- **HOW TO COMPLETE THIS TASK**
Counting only lines below that contain the string "Ivaí", give the total as a single number.

- **INPUT MATERIAL**
═══
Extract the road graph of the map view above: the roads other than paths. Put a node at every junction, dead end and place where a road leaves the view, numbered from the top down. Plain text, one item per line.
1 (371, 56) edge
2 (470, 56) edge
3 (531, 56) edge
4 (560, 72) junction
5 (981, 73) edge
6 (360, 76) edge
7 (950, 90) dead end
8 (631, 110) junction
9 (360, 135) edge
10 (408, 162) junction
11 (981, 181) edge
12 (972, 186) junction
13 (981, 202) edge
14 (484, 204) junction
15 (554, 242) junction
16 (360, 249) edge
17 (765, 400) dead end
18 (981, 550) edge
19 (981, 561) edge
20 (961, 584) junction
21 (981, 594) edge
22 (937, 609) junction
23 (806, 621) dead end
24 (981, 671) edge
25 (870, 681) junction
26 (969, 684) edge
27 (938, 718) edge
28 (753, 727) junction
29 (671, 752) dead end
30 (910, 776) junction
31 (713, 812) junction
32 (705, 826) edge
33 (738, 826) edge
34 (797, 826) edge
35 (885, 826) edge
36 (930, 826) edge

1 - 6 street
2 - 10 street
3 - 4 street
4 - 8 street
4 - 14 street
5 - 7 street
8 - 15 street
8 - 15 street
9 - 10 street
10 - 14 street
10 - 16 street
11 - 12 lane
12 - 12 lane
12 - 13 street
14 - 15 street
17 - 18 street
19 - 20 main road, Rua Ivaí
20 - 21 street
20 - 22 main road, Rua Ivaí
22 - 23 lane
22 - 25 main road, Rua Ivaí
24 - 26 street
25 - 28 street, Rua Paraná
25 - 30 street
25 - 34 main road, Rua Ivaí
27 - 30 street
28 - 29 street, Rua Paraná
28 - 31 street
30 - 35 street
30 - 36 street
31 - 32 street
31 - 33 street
═══
- **OUTPUT BELOW**
4